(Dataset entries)
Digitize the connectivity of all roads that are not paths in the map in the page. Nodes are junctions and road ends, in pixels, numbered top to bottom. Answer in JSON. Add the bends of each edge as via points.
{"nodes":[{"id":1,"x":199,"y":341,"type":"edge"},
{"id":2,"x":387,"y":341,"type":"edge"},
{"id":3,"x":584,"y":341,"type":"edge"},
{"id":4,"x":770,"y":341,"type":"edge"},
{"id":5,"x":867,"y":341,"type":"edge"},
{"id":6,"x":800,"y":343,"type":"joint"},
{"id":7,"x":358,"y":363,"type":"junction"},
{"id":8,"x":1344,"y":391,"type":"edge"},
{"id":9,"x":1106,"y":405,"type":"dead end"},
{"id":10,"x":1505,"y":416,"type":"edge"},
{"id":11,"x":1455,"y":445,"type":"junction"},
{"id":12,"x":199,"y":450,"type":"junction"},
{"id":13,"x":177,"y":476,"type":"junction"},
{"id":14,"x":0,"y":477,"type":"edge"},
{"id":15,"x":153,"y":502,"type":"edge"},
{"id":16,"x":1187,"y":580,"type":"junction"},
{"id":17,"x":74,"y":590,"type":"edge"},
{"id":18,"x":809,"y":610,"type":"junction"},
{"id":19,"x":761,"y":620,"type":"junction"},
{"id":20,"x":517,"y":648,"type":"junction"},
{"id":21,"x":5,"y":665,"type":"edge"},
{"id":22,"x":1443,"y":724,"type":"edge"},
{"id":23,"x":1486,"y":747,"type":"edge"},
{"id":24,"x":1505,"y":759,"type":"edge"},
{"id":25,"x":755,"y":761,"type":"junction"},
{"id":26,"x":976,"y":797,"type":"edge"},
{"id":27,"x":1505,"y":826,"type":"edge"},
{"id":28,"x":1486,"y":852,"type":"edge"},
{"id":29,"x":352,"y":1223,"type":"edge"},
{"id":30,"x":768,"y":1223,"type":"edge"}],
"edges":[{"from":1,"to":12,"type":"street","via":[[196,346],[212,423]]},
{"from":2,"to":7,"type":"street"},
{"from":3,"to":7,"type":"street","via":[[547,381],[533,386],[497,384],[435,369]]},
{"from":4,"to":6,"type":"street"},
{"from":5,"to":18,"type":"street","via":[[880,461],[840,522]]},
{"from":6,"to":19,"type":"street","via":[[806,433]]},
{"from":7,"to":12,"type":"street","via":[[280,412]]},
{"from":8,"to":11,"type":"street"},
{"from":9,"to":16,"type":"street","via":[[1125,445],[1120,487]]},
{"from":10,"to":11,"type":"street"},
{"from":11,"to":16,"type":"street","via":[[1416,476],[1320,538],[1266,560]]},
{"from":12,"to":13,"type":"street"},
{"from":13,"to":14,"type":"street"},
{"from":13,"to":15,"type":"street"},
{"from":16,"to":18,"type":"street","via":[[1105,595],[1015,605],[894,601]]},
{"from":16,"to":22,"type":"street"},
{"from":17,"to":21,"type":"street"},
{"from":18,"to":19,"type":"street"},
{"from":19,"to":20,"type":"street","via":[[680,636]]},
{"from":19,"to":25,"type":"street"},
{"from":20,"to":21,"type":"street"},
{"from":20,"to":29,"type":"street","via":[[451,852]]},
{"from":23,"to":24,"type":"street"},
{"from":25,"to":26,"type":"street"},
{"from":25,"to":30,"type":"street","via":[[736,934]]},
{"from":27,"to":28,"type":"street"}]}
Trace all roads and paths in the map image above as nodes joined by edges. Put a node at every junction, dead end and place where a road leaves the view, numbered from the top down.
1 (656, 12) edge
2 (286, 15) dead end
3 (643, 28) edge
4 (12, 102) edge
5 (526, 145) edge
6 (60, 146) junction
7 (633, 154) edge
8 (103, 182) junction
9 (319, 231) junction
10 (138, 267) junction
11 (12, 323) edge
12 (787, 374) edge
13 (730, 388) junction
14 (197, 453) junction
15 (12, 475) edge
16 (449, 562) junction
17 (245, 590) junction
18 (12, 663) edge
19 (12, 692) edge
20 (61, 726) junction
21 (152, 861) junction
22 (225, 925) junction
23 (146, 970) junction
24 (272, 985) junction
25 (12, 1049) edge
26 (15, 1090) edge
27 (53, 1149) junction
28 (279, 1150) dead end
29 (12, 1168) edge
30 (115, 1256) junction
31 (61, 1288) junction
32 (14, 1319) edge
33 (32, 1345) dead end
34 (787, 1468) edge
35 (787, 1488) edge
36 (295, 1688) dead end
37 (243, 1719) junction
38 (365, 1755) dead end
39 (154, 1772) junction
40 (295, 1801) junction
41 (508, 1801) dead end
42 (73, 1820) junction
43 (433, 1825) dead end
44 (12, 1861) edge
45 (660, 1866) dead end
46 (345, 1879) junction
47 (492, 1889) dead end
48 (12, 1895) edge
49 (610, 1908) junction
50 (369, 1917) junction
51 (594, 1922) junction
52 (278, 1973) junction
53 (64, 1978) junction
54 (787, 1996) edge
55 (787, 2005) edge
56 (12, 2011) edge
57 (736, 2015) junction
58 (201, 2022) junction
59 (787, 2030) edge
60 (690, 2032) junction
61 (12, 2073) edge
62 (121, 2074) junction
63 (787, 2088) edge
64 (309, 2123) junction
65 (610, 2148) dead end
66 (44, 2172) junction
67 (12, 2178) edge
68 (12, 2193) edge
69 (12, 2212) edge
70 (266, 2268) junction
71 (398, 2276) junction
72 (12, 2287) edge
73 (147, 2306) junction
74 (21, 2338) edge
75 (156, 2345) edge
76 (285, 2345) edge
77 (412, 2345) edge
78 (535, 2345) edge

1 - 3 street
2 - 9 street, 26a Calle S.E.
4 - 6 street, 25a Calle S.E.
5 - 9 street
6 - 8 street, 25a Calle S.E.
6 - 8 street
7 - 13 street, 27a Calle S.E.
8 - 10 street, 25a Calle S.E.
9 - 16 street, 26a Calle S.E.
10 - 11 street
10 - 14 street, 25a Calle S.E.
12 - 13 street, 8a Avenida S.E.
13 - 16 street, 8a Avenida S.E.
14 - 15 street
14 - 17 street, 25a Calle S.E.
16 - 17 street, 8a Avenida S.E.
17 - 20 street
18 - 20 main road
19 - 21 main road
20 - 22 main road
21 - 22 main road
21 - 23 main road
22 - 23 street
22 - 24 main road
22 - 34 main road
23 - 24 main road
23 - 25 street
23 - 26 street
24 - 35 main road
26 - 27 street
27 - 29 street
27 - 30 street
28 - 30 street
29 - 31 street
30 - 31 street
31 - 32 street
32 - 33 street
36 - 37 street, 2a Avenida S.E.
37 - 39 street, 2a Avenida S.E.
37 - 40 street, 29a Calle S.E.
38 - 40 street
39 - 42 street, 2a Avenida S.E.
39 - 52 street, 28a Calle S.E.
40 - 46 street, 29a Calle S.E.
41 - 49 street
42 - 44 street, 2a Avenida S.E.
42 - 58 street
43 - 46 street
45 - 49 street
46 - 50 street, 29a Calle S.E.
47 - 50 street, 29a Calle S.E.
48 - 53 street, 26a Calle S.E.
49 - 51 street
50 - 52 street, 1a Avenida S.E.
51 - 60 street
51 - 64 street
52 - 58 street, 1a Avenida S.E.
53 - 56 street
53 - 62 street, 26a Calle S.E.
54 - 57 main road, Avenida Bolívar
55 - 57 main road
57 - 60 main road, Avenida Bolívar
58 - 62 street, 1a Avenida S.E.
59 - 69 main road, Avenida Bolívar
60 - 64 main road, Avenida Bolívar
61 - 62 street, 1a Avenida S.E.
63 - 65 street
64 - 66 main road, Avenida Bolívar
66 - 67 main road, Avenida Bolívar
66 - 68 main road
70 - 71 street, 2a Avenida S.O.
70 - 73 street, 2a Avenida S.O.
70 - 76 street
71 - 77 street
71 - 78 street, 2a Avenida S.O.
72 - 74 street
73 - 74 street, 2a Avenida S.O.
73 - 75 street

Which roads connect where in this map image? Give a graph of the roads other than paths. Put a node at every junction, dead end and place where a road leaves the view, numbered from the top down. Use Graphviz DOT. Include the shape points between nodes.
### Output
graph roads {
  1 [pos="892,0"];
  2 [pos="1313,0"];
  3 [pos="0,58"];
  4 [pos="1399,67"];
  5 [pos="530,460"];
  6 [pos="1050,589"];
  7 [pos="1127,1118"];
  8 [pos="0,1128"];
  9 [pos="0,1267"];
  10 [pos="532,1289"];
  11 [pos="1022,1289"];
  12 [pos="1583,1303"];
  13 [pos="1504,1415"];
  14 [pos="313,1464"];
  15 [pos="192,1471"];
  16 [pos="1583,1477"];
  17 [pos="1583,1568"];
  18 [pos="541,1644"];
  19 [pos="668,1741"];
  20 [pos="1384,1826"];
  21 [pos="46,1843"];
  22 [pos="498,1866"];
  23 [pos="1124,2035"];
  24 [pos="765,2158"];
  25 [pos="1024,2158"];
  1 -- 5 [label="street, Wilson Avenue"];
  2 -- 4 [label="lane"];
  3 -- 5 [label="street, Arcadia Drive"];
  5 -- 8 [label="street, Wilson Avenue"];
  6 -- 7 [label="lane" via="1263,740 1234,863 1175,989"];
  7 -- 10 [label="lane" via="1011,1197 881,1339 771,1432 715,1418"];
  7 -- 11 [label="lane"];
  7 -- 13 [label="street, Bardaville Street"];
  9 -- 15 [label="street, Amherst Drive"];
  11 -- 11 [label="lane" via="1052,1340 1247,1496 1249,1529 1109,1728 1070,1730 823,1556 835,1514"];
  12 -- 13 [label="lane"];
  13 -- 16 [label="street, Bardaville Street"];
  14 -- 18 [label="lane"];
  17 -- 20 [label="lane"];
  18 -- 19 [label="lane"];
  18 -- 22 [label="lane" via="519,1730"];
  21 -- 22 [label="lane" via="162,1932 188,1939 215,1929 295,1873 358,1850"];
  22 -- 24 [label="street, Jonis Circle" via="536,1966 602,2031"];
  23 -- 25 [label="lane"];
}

■ **What to do**
Search the records for the word "Avenue". Copy each line where it appears.

■ **Exercise output**
  1 -- 5 [label="street, Wilson Avenue"];
  5 -- 8 [label="street, Wilson Avenue"];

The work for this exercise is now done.